Acute Care Alberta extends contract with private surgery clinic at centre of conflict of interest probes
CBC
The Alberta agency overseeing acute care has granted a six-month contract extension to a private surgical clinic whose previous provincial government contracts are the subject of several ongoing probes.
In a $1.7-million wrongful dismissal lawsuit filed in February, ousted former Alberta Health Services CEO Athana Mentzelopoulos alleges she received political pressure to renew contracts with chartered surgical facilities (CSFs) that she believed were overpriced. Her lawsuit alleges she had been fired after launching an investigation into various contracts with links to government officials.
Alberta's auditor general, AHS and a retired Manitoba judge appointed by the province are among the agencies investigating the province's health procurement and contracting processes.
Mentzelopoulos raised concerns about several issues with different contracts, including a orthopedic surgery contract signed with an Edmonton-based company, Alberta Surgical Group (ASG). She alleges AHS was paying higher rates per procedure compared to other vendors.
Alberta Health Minister Adriana LaGrange and AHS have filed statements of defence in the Court of King's Bench, denying the allegations. They said Mentzelopoulos was fixated on suspicions of wrongdoing, and standing in the way of the government's plan to restructure Alberta's health system.
Mentzelopoulos has refuted these claims.
Neither Alberta Surgical Group, nor any of the company's owners, responded to requests for comment about the contract extension on Wednesday. The company has previously denied any conflicts or wrongdoing.
When the allegations became public in February, an AHS spokesperson said the authority had paused the awarding of surgical contracts under review, then later clarified that the pause was limited to "new surgical contracts."
ASG was under contract from Nov.1, 2022, to April 30, 2025, to perform orthopedic surgeries in the Edmonton area.

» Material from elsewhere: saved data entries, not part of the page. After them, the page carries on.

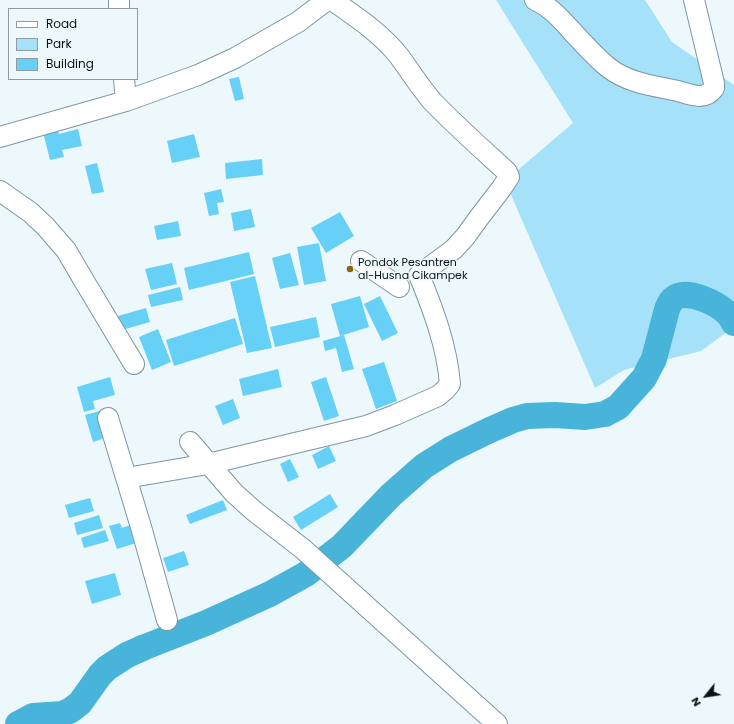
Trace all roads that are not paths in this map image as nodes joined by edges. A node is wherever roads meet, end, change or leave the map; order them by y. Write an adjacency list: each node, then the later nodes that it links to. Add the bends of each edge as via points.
1 (326, 0): 6 (street, via 298,22 235,58 198,76)
2 (332, 0): 10 (street, via 381,36 431,99 508,172 506,182 466,238)
3 (535, 0): 4 (street, via 561,19 609,68 626,78 697,96 710,93 714,83)
4 (694, 0)
5 (124, 80): 6 (street)
6 (126, 101): 7 (street)
7 (0, 137)
8 (0, 191): 11 (street, via 30,212 66,250)
9 (362, 261): 10 (street, via 391,291)
10 (418, 275): 14 (street, via 441,335 450,384 445,390 438,396 366,426)
11 (134, 364)
12 (108, 418): 15 (street)
13 (190, 442): 14 (street)
14 (208, 464): 15 (street); 17 (street, via 254,511 303,549)
15 (126, 478): 16 (street)
16 (167, 620)
17 (497, 724)

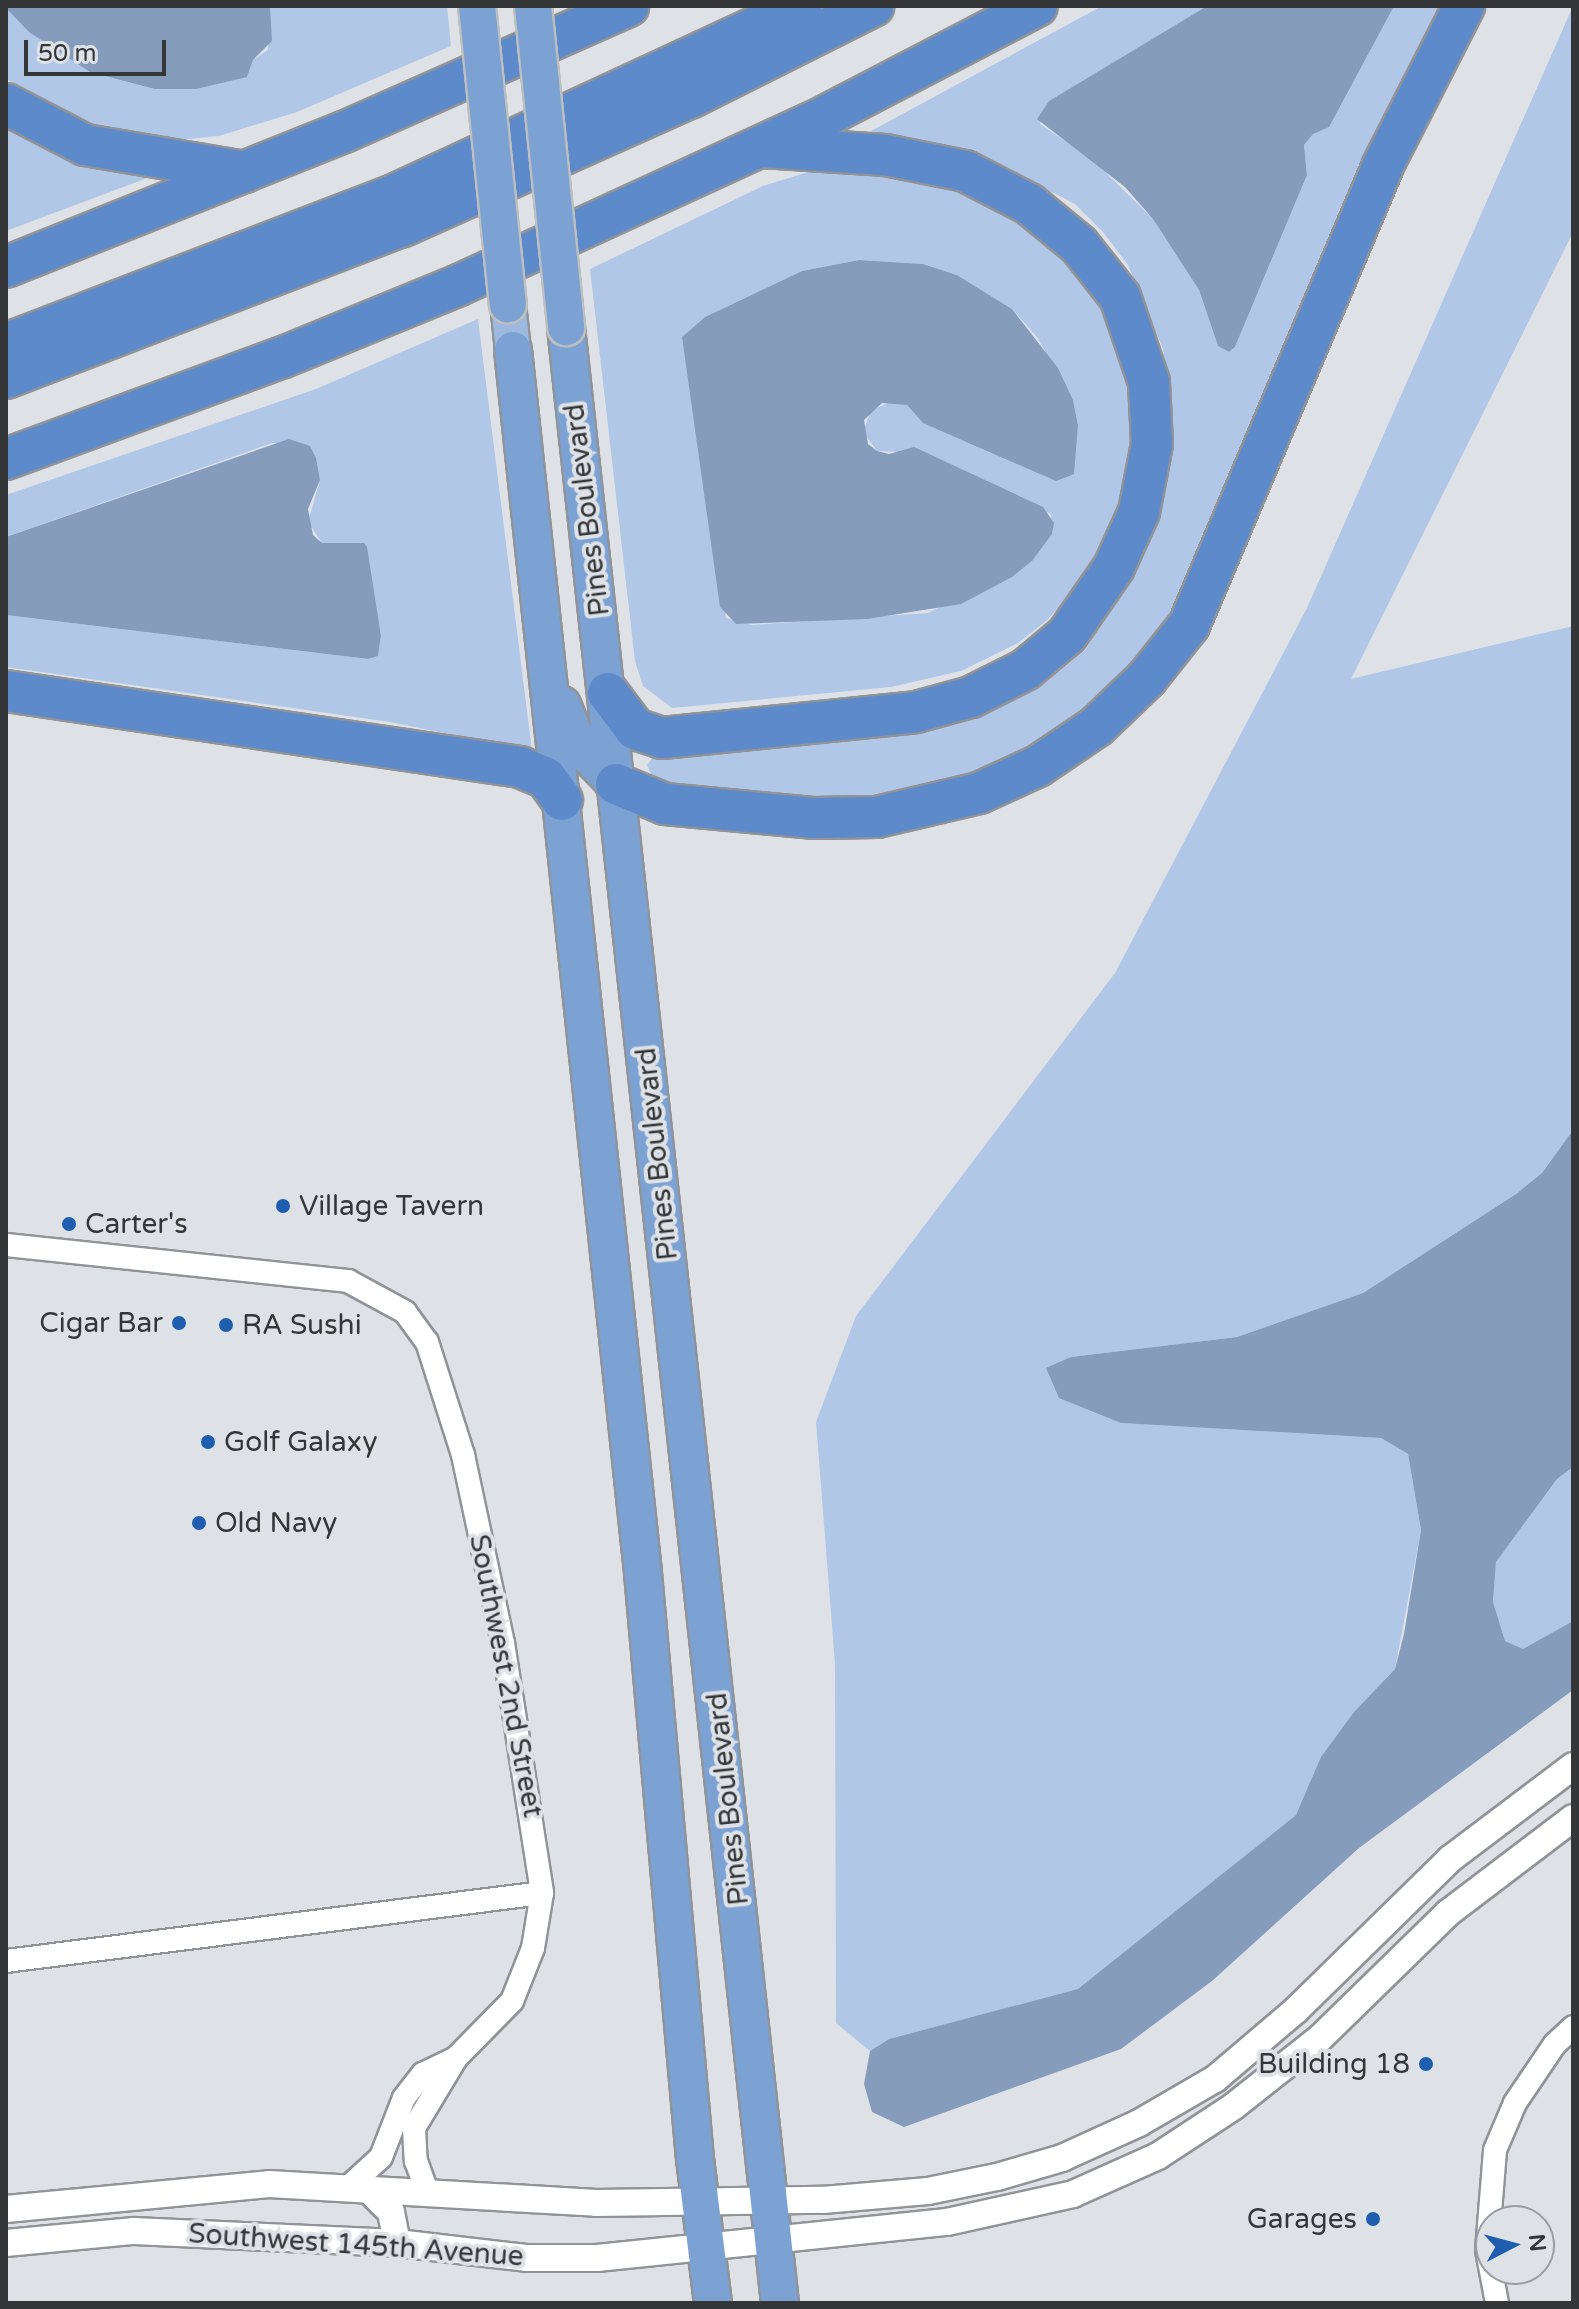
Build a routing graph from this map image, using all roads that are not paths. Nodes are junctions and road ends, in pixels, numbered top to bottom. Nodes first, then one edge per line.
1 (477, 6) edge
2 (533, 6) edge
3 (628, 6) edge
4 (801, 6) edge
5 (873, 6) edge
6 (1037, 6) edge
7 (1464, 6) edge
8 (6, 104) edge
9 (762, 147) junction
10 (245, 172) junction
11 (6, 267) edge
12 (508, 304) joint
13 (6, 344) edge
14 (513, 350) joint
15 (6, 378) edge
16 (6, 459) edge
17 (546, 668) junction
18 (6, 691) edge
19 (608, 693) junction
20 (616, 784) junction
21 (562, 800) junction
22 (6, 1245) edge
23 (1573, 1766) edge
24 (1573, 1818) edge
25 (542, 1893) junction
26 (6, 1961) edge
27 (1573, 2027) edge
28 (456, 2058) junction
29 (358, 2189) junction
30 (428, 2194) junction
31 (769, 2201) junction
32 (701, 2202) junction
33 (6, 2209) edge
34 (773, 2241) junction
35 (6, 2243) edge
36 (397, 2243) junction
37 (707, 2248) junction
38 (713, 2303) edge
39 (780, 2303) edge
40 (1497, 2303) edge

1 - 12 highway, Pines Boulevard, bridge
2 - 19 highway, Pines Boulevard, bridge
3 - 10 highway
4 - 13 highway
5 - 15 highway
6 - 9 highway
7 - 20 highway
8 - 10 highway
9 - 16 highway
9 - 19 highway
10 - 11 highway
12 - 14 main road, Pines Boulevard
14 - 17 highway, Pines Boulevard
17 - 20 highway
17 - 21 highway, Pines Boulevard
18 - 21 highway
19 - 20 highway, Pines Boulevard
20 - 31 highway, Pines Boulevard
21 - 32 highway, Pines Boulevard
22 - 25 street, Southwest 2nd Street
23 - 31 street, Southwest 145th Avenue
24 - 34 street, Southwest 145th Avenue
25 - 26 street
25 - 28 street, Southwest 2nd Street
27 - 40 street
28 - 29 street, Southwest 2nd Street
28 - 30 street, Southwest 2nd Street
29 - 30 street, Southwest 145th Avenue
29 - 33 street, Southwest 145th Avenue
29 - 36 street
30 - 32 street, Southwest 145th Avenue
31 - 32 street, Southwest 145th Avenue
31 - 34 highway, Pines Boulevard
32 - 37 highway, Pines Boulevard
34 - 37 street, Southwest 145th Avenue
34 - 39 highway, Pines Boulevard
35 - 36 street, Southwest 145th Avenue
36 - 37 street, Southwest 145th Avenue
37 - 38 highway, Pines Boulevard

The maximum value of the contract for the entire time period is listed at about $70.5 million, but details of each procedure's cost are redacted from the publicly posted agreement.
On April 1, the government transferred the authority to sign surgical contracts over to the new Acute Care Alberta agency, which will be responsible for overseeing hospital-based care and CSFs in the province.
On Monday, LaGrange's press secretary said Acute Care Alberta had extended ASG's contract for six months.
In the legislature on Tuesday, Premier Danielle Smith said the many ongoing investigations had delayed the startup of a new private surgical centre scheduled to open on the Enoch Cree Nation, just west of Edmonton.
"We're not going to cancel thousands of surgeries for hip and knee replacements," she said.
LaGrange told reporters Wednesday the Enoch facility had already won a bid to provide surgeries in the Edmonton area once it was up and running, which it is expected to be in 2026.